NEW: links from a new positively classified document are only used to continue crawl, when its topic is the same as
(or below) the topic of initial bookmark from that is was reached. This strategy is slightly less restrictive than
the old version.
Ordering of links on the crawl frontier
(scores in descending order):
- SVM + depth-first: score = SVMScore * Document.depth
- SVM + breadth-first: score = SVMScore / (Document.depth+1)
- SVM: score = SVMScore
- depth-first: score = Document.depth
- breadth-first: score = 1/(1+Document.depth)
- FIFO: score = 1.0, queue maintains the FIFO order
6) Web Services
- new Google Web Services library that can be used to initialize crawl (in connection with option "Links from Database").
It uses native Google Web Services (libraries provided by Google). The number of queries per day is limited to 1000. The
number of matches for each result page is limited to 10; multiple pages for same query can be retrieved one by one.
- new Amazon Web Services interface that can be used to initialize crawl (in connection with option "Links from Database").
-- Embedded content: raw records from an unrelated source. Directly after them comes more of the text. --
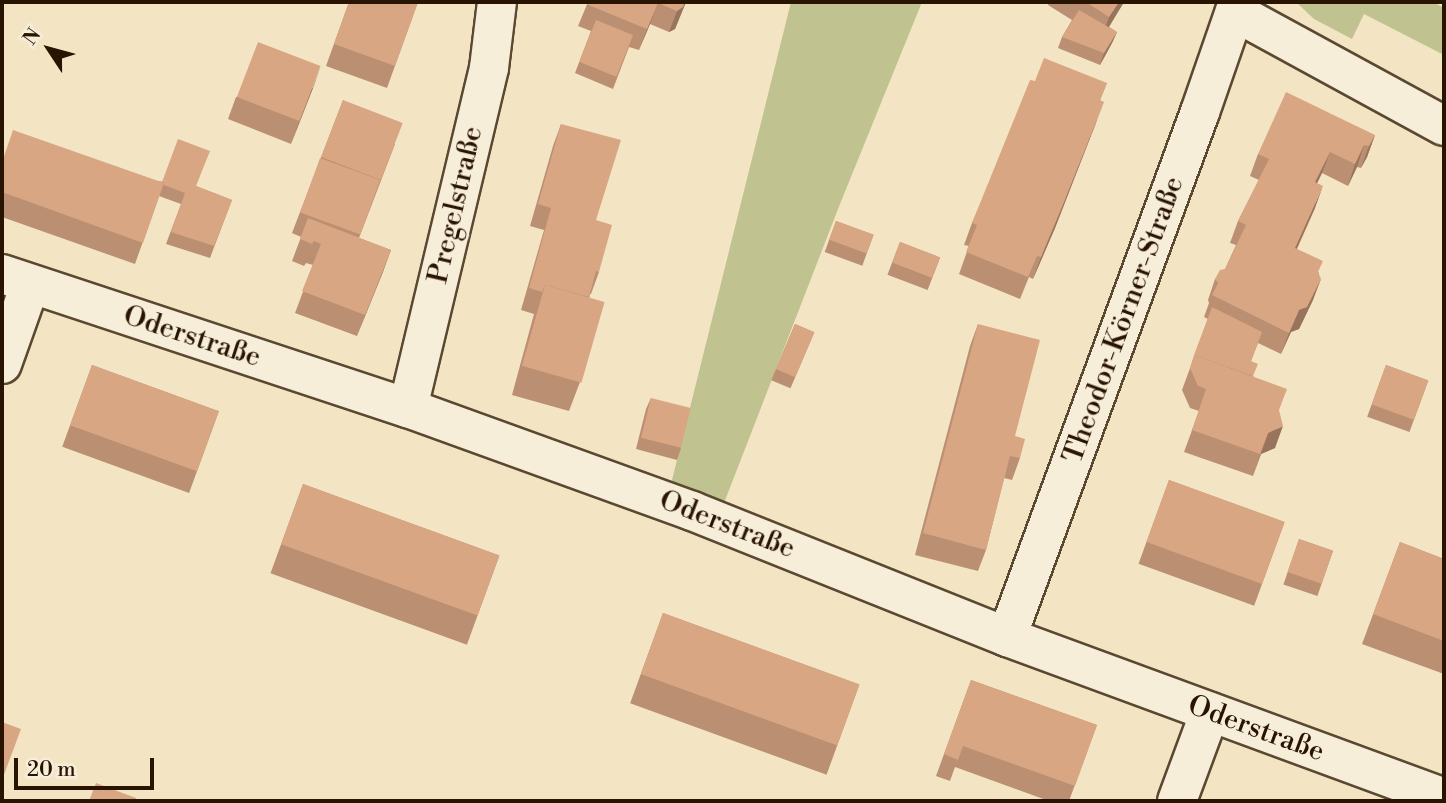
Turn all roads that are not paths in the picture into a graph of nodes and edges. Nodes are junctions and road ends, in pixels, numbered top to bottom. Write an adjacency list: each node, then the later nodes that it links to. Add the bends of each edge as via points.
1 (497, 2): 6 (street, Pregelstraße, via 489,68)
2 (1236, 7): 3 (street); 7 (street, Theodor-Körner-Straße)
3 (1444, 126)
4 (16, 280): 5 (street); 6 (street, Oderstraße)
5 (2, 364)
6 (408, 408): 7 (street, Oderstraße, via 692,511)
7 (1007, 637): 8 (street, Oderstraße)
8 (1210, 712): 9 (street, Oderstraße); 10 (street)
9 (1444, 798)
10 (1177, 801)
It uses the native Amazon Web Services. The number of queries is not limited. Each result page contains 10 matches ordered by
relevance; multiple pages for one query can be accessed one by one.
7) Processing HTML Frames
The processing of HTML Frames has been improved. The Crawler rejects now nested frames (frames within frames) to avoid endless
loops on incorrect HTML inputs.
8) Limitation of #documents per host
To avoid endless loops within manipulated Web sources with thousands of (faked) links, the limitation of total number of documents
per host was introduced. In the mean, the value of 100 to 300 is sufficient to crawl meaningful resources completely or build a
representative 'cutout' of its contents.
9) Following extracted links
For each HTML document, the number of accepted links for the URL queue can be limited. In the prior version, first extracted
links were always used. The selection routine is now randomized: the required number of links is randomly chosen from the
complete set.
This option does not influence the storage of extracted links (for link analysis purposes, all extracted links are completely
stored into the database)
10) Memory consumption issues
To reduce memory consumption, the links extracted from HTML documents are now maintained as URL objects (rather than
BingoDocument objects). The conversion of URL objects into BingoDocument is initiated only for selected links that must be
added to the URL queue.
Further possible improvements that are not (yet) implemented in this release.
1) On-the-fly conversion of strings
To avoid high memory consumption by Java String objects and associated character arrays, extracted terms and features can be
mapped onto numeric keys (e.g. using hashing or MD5 signatures) just within the parsing routine.
2) Network activity
The comprehensive thread analysis in multiple runs (using JProfiler monitoring software) shows that crawler threads do not exploit
the full available bandwidth. Usually, the network activity (data downloads) and parsing (String and char[] manipulations)
result in 5% to 10% of thread runtime. In the remaining time, crawler threads remain in the 'blocking' state; the blocking monitor is
owned by the system object sun.net.www.protocol.http.Handler that contains built-in Java routines to manage HTTP connections:
DNS lookups, opening socket connections, and processing HTTP headers. Domain-specific customization of JVM parameters (parallel use of
multiple DNS servers, agressive caching of lookup results, etc.) may be crucial for the crawler performance.
3) The current version allows a simple limitation for the number of extracted links that should be added to the URL queue on
a per-document basis. This focusing option can be re-implemented in a more flexible manner: the number of followed links can depend
on document classification score, average score of previously classified documents from the same host, or other similar criterions.
The same holds also for the maximum allowed number of documents that can be downloaded from given host or domain.